Information that could, as Sony would acknowledge, be used elsewhere. Security questions and answers especially, but with all that information Sony had little choice other than to offer up identity theft protection. It wasn’t made a big deal (for obvious reasons) but this couldn’t be something to totally sweep under the rug. And despite assurances that key information was encrypted, anecdotal evidence still floats around that some users fell victim to credit card fraud.
In May Sony said that “there is no confirmed evidence any credit card or personal information has been misused.”
The first lawsuit was filed on the 27th, with Sony’s share prices diving a day later. The estimated cost to the platform holder, at that point, was a cool $1.5 billion, but let’s not forget the developers and publishers whose games couldn’t be sold online and, in the midst of current discussion about an ‘always-on’ next generation, games that wouldn’t even boot without the network being live.
By the 15th of May, things started to tick back into life, and Sony’s “Welcome Back” package – a smattering of free games to download – was both a smart PR move and what appeared to be a genuine desire to apologise to its customer base.
It’s worth remembering that at this point PlayStation Plus didn’t have an Instant Game Collection – that would happen a year later – so the games were mostly well received by loyal fans. The idea, of course, was to make Sony the good guys.

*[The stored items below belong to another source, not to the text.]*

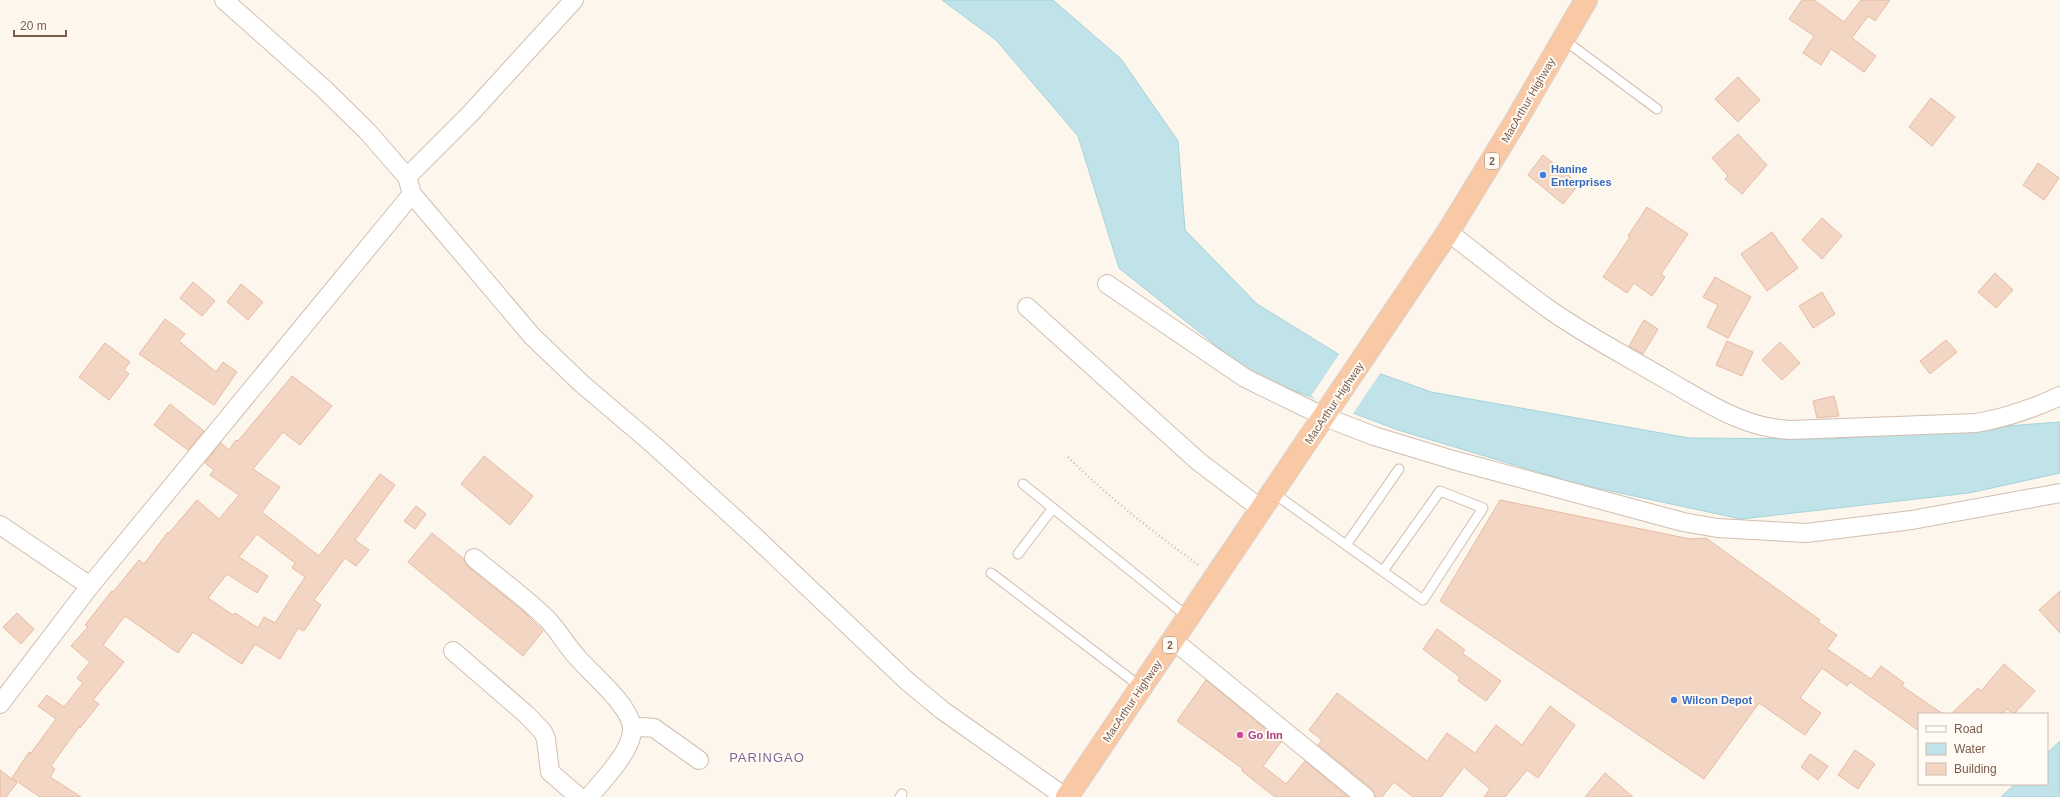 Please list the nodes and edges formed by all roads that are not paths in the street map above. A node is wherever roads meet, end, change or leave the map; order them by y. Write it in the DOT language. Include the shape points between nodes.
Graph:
graph roads {
  1 [pos="224,0"];
  2 [pos="574,0"];
  3 [pos="1586,0"];
  4 [pos="1563,40"];
  5 [pos="1656,109"];
  6 [pos="410,185"];
  7 [pos="1448,232"];
  8 [pos="1107,284"];
  9 [pos="1027,307"];
  10 [pos="2060,396"];
  11 [pos="1327,413"];
  12 [pos="1399,468"];
  13 [pos="1023,484"];
  14 [pos="2060,493"];
  15 [pos="1267,500"];
  16 [pos="1053,508"];
  17 [pos="0,525"];
  18 [pos="1346,545"];
  19 [pos="1018,554"];
  20 [pos="474,558"];
  21 [pos="1383,571"];
  22 [pos="991,573"];
  23 [pos="90,586"];
  24 [pos="1188,617"];
  25 [pos="1173,640"];
  26 [pos="453,651"];
  27 [pos="1141,687"];
  28 [pos="0,704"];
  29 [pos="633,730"];
  30 [pos="699,760"];
  31 [pos="579,797"];
  32 [pos="589,797"];
  33 [pos="1066,797"];
  34 [pos="1365,797"];
  1 -- 6 [label="street" via="322,87 367,131"];
  2 -- 6 [label="street" via="471,113"];
  3 -- 4 [label="highway, MacArthur Highway / 2"];
  4 -- 5 [label="lane"];
  4 -- 7 [label="highway, MacArthur Highway / 2"];
  6 -- 23 [label="street"];
  6 -- 33 [label="street" via="532,336 581,383 655,446 942,710"];
  7 -- 10 [label="street" via="1550,310 1720,410 1755,425 1790,430 1976,423 2029,410"];
  7 -- 11 [label="highway, MacArthur Highway / 2"];
  8 -- 11 [label="street" via="1246,378"];
  9 -- 15 [label="street" via="1198,461"];
  11 -- 14 [label="street" via="1374,436 1454,460 1683,522 1717,528 1806,533 1857,528"];
  11 -- 15 [label="highway, MacArthur Highway / 2"];
  12 -- 18 [label="lane"];
  13 -- 16 [label="lane"];
  15 -- 18 [label="lane"];
  15 -- 24 [label="highway, MacArthur Highway / 2"];
  16 -- 19 [label="lane"];
  16 -- 24 [label="lane"];
  17 -- 23 [label="street"];
  18 -- 21 [label="lane"];
  20 -- 29 [label="street" via="546,618 630,717"];
  21 -- 21 [label="lane" via="1423,600 1483,508 1440,491"];
  22 -- 27 [label="lane"];
  23 -- 28 [label="street"];
  24 -- 25 [label="highway, MacArthur Highway / 2"];
  25 -- 27 [label="highway, MacArthur Highway / 2"];
  25 -- 34 [label="street"];
  26 -- 31 [label="street" via="543,732 550,772"];
  27 -- 33 [label="highway, MacArthur Highway / 2"];
  29 -- 30 [label="street" via="642,727 654,728"];
  29 -- 32 [label="street" via="620,759"];
}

And yet, in June, another of Sony’s other sites fell victim to a “simple” SQL injection, resulting in the potential loss of another 1,000,000 chunks of user data including passwords, email addresses, home addresses, dates of birth, and all Sony opt-in data associated with their accounts. This was in the middle of reports that Sony had laid off some of its security staff just before the main PSN hack occured, leading some to suggest it was all the fault of disgruntled ex-employees rather than anyone outside of the company.
According to US site CNet, however, it was LulzSec behind the intrusion. Last week four members of the group pleaded guilty to the hack of 70 million PSN accounts, resulting in three weeks of complete downtime for the network and a direct cost to Sony of an estimated $170 million.
Looking back to the events two years ago might feel like a distant memory, but the results can still be felt 24 months later: Sony’s PlayStation Plus service and its general approach to regional parity carry echoes of a company still trying to do the right thing, an extended charm offensive that is by all accounts paying off well. Trust and confidence was at an all time low in the summer of 2011, but in 2013, on the cusp of a new generation, it’s hard to find regular fault with SCE.
Of course, Sony’s updated terms and conditions – those that say users can’t file claims about the company – are still frowned upon.
No company is perfect, and anyone thinking that the bottom line isn’t about revenue is wrong, but this feels something like a changed Sony, an organisation seemingly doing its best to provide what its customers (and developers) want, and – for the most part – staying on the right side of those 70 million precious accounts. Whether that’s just coherent, constant good PR or a genuine shift is for another blog entirely.
Hopefully nothing like this ever happens again for Sony.